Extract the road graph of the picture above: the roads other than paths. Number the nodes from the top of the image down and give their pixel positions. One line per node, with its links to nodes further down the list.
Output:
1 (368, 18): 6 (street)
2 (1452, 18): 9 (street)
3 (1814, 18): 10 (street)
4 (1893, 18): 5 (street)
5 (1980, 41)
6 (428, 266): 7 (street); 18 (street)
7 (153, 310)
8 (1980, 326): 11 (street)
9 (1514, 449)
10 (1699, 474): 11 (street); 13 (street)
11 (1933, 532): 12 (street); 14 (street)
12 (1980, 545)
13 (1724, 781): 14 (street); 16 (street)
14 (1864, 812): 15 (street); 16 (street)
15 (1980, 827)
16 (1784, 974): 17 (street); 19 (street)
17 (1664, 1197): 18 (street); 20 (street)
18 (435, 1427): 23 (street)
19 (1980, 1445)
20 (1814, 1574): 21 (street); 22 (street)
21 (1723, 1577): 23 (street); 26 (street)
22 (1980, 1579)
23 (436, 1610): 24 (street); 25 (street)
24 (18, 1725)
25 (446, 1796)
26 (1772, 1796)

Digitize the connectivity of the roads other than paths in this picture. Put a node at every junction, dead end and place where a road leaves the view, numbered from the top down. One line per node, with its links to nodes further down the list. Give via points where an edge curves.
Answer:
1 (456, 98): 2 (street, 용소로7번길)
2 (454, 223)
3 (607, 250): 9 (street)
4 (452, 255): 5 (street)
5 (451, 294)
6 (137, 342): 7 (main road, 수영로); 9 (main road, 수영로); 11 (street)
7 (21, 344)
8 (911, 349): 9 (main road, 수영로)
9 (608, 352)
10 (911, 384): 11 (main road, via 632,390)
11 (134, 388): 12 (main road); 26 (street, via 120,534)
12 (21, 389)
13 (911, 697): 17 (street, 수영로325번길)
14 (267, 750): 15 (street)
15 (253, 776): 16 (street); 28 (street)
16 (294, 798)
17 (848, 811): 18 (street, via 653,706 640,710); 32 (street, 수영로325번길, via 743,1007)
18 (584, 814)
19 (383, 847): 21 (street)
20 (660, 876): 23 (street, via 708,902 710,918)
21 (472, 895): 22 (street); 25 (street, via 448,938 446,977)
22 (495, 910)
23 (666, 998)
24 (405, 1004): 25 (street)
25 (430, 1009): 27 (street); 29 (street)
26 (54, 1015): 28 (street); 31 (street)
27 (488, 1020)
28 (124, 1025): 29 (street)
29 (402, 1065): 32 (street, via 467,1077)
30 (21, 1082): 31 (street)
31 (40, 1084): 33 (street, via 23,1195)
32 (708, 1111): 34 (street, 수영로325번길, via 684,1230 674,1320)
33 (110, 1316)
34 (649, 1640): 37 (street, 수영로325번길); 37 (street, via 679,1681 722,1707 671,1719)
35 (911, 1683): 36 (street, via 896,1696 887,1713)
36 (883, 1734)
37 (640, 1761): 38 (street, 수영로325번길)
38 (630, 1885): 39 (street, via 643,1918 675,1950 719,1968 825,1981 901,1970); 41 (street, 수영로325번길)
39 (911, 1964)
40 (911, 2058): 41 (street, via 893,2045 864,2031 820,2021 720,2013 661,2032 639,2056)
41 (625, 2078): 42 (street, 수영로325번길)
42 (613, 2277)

• • • •

> **Task**: Give back the complete material verbatim.

> **Written answer**:
Extract the road graph of the picture above: the roads other than paths. Number the nodes from the top of the image down and give their pixel positions. One line per node, with its links to nodes further down the list.
Output:
1 (368, 18): 6 (street)
2 (1452, 18): 9 (street)
3 (1814, 18): 10 (street)
4 (1893, 18): 5 (street)
5 (1980, 41)
6 (428, 266): 7 (street); 18 (street)
7 (153, 310)
8 (1980, 326): 11 (street)
9 (1514, 449)
10 (1699, 474): 11 (street); 13 (street)
11 (1933, 532): 12 (street); 14 (street)
12 (1980, 545)
13 (1724, 781): 14 (street); 16 (street)
14 (1864, 812): 15 (street); 16 (street)
15 (1980, 827)
16 (1784, 974): 17 (street); 19 (street)
17 (1664, 1197): 18 (street); 20 (street)
18 (435, 1427): 23 (street)
19 (1980, 1445)
20 (1814, 1574): 21 (street); 22 (street)
21 (1723, 1577): 23 (street); 26 (street)
22 (1980, 1579)
23 (436, 1610): 24 (street); 25 (street)
24 (18, 1725)
25 (446, 1796)
26 (1772, 1796)

Digitize the connectivity of the roads other than paths in this picture. Put a node at every junction, dead end and place where a road leaves the view, numbered from the top down. One line per node, with its links to nodes further down the list. Give via points where an edge curves.
Answer:
1 (456, 98): 2 (street, 용소로7번길)
2 (454, 223)
3 (607, 250): 9 (street)
4 (452, 255): 5 (street)
5 (451, 294)
6 (137, 342): 7 (main road, 수영로); 9 (main road, 수영로); 11 (street)
7 (21, 344)
8 (911, 349): 9 (main road, 수영로)
9 (608, 352)
10 (911, 384): 11 (main road, via 632,390)
11 (134, 388): 12 (main road); 26 (street, via 120,534)
12 (21, 389)
13 (911, 697): 17 (street, 수영로325번길)
14 (267, 750): 15 (street)
15 (253, 776): 16 (street); 28 (street)
16 (294, 798)
17 (848, 811): 18 (street, via 653,706 640,710); 32 (street, 수영로325번길, via 743,1007)
18 (584, 814)
19 (383, 847): 21 (street)
20 (660, 876): 23 (street, via 708,902 710,918)
21 (472, 895): 22 (street); 25 (street, via 448,938 446,977)
22 (495, 910)
23 (666, 998)
24 (405, 1004): 25 (street)
25 (430, 1009): 27 (street); 29 (street)
26 (54, 1015): 28 (street); 31 (street)
27 (488, 1020)
28 (124, 1025): 29 (street)
29 (402, 1065): 32 (street, via 467,1077)
30 (21, 1082): 31 (street)
31 (40, 1084): 33 (street, via 23,1195)
32 (708, 1111): 34 (street, 수영로325번길, via 684,1230 674,1320)
33 (110, 1316)
34 (649, 1640): 37 (street, 수영로325번길); 37 (street, via 679,1681 722,1707 671,1719)
35 (911, 1683): 36 (street, via 896,1696 887,1713)
36 (883, 1734)
37 (640, 1761): 38 (street, 수영로325번길)
38 (630, 1885): 39 (street, via 643,1918 675,1950 719,1968 825,1981 901,1970); 41 (street, 수영로325번길)
39 (911, 1964)
40 (911, 2058): 41 (street, via 893,2045 864,2031 820,2021 720,2013 661,2032 639,2056)
41 (625, 2078): 42 (street, 수영로325번길)
42 (613, 2277)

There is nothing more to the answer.